**Given data:**

--- START ---

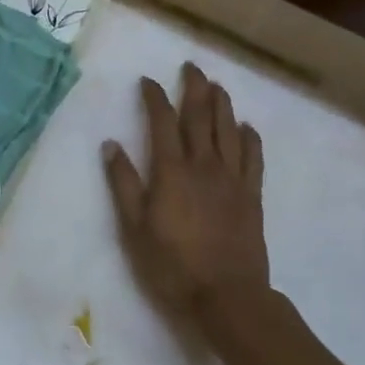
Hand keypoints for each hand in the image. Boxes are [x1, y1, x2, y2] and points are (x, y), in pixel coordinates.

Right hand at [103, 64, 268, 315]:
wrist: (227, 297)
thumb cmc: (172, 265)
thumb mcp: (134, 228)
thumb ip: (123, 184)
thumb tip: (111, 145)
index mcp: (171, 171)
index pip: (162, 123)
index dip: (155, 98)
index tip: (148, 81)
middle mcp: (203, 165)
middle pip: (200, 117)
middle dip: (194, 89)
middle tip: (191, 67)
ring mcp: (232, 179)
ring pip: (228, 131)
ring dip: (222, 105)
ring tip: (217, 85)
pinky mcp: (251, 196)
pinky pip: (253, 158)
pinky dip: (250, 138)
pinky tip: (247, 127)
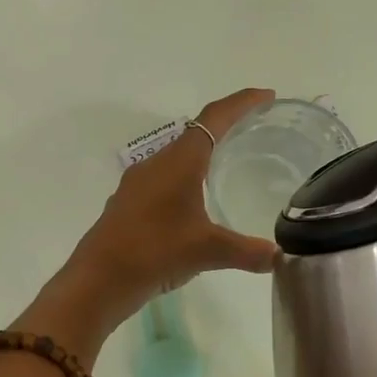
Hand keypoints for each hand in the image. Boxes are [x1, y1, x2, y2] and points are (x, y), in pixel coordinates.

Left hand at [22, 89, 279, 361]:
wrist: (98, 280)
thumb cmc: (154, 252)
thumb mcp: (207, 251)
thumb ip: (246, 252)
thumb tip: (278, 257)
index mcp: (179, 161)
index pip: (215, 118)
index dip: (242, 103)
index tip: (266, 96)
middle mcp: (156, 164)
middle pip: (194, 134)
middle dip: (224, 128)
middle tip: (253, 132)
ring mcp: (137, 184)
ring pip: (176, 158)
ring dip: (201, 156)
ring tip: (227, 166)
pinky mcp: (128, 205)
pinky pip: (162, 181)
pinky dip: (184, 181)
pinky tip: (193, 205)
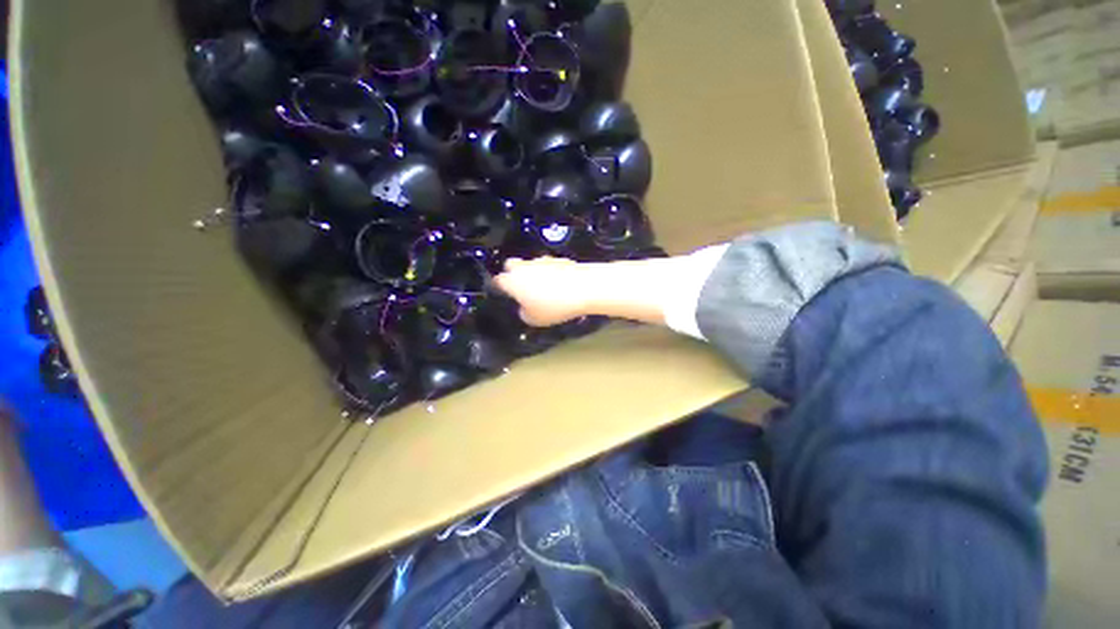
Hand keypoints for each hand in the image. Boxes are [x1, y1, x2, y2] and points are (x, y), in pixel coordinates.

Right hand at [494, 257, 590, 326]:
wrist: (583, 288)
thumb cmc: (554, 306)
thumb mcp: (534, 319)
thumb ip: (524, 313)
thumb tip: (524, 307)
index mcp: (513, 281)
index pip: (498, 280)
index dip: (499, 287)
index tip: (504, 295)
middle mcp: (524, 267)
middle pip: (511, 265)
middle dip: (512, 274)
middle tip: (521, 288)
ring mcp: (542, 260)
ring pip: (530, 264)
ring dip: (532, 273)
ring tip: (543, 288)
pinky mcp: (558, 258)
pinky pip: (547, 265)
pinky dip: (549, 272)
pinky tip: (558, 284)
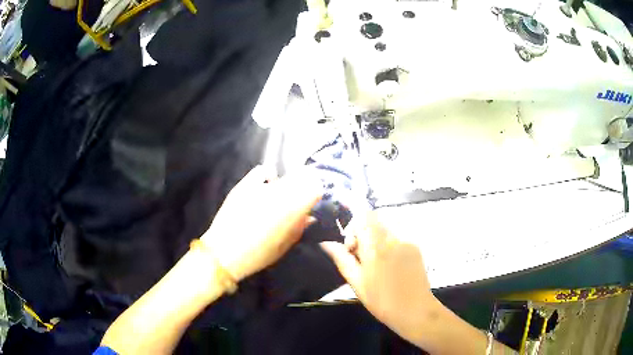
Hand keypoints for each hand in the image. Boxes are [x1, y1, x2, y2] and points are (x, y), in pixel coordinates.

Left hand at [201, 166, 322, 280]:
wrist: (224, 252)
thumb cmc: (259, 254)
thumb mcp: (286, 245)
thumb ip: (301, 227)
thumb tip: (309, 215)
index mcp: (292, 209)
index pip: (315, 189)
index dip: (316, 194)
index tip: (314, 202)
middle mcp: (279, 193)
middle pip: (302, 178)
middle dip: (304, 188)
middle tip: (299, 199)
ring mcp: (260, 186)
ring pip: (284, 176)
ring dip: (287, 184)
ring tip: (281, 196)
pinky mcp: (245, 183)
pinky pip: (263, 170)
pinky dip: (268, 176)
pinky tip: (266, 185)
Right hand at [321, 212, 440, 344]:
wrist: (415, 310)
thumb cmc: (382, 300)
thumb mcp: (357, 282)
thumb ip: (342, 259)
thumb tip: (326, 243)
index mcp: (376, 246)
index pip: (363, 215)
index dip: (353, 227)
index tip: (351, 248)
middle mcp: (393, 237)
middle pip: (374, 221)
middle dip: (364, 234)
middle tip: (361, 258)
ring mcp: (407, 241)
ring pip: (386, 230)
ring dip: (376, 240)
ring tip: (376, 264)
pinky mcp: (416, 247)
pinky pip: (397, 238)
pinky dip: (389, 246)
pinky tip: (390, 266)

--- END ---
--- START ---

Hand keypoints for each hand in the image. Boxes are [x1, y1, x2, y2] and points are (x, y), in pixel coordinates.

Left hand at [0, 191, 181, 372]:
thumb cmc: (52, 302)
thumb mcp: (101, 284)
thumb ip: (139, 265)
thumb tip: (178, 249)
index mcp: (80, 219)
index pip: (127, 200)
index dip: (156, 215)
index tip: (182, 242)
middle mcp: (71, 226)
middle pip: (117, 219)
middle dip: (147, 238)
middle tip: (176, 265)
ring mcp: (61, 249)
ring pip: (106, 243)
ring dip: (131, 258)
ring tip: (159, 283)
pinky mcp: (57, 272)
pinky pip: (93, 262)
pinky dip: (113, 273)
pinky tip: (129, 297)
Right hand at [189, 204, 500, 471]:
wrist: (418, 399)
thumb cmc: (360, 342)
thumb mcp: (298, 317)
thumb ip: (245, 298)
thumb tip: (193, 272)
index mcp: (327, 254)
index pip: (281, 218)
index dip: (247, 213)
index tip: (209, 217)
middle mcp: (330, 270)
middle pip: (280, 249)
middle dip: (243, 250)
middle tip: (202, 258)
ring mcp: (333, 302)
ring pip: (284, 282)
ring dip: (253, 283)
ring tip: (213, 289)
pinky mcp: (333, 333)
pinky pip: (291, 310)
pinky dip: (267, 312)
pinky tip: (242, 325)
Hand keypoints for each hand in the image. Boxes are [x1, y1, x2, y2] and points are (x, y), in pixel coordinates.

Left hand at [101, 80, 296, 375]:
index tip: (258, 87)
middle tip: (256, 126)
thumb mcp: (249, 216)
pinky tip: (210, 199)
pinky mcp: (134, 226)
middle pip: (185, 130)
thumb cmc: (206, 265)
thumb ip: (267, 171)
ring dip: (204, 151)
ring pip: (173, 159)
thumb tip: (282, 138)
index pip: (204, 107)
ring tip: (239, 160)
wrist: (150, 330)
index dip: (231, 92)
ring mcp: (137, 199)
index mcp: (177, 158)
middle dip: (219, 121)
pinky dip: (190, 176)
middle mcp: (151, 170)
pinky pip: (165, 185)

--- END ---
--- START ---

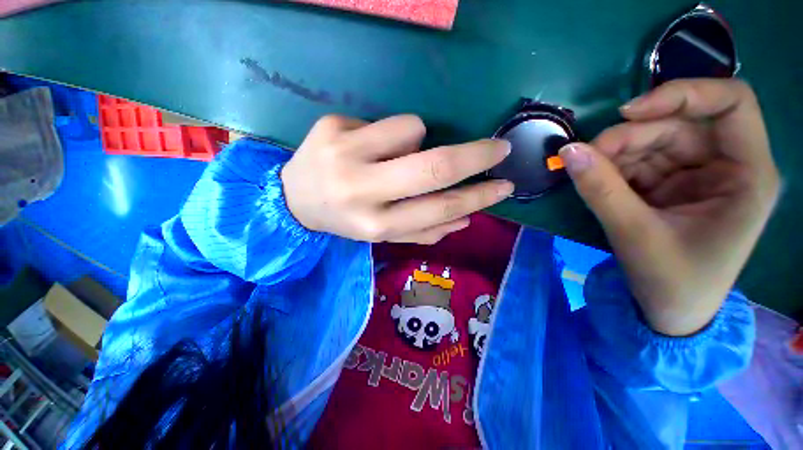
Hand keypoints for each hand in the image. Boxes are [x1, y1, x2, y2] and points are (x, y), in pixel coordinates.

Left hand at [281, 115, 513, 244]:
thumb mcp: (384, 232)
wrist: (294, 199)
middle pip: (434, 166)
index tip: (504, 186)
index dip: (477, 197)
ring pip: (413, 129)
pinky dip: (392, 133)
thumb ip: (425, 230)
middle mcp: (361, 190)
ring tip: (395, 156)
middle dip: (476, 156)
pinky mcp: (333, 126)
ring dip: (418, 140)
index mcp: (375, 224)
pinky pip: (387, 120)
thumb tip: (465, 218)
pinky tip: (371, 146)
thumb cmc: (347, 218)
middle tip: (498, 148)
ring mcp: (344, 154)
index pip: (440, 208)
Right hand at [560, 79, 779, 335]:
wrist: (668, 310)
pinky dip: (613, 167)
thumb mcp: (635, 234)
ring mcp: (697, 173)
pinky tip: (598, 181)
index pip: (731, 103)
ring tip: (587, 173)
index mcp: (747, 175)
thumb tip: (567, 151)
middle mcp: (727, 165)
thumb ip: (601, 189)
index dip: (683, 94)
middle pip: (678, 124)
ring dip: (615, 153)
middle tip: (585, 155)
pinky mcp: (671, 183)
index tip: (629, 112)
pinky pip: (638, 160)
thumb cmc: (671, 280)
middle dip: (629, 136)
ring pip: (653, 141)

--- END ---

**What this task involves:**
Once you have found every line above holding the word "Right", copy those lines.

**Exercise solution:**
Right hand at [103, 64, 268, 315]:
Right hand at [494, 257, 590, 326]:
Right hand at [321, 212, 440, 344]:
Right hand at [189, 204, 500, 471]:
Right hand at [560, 79, 779, 335]:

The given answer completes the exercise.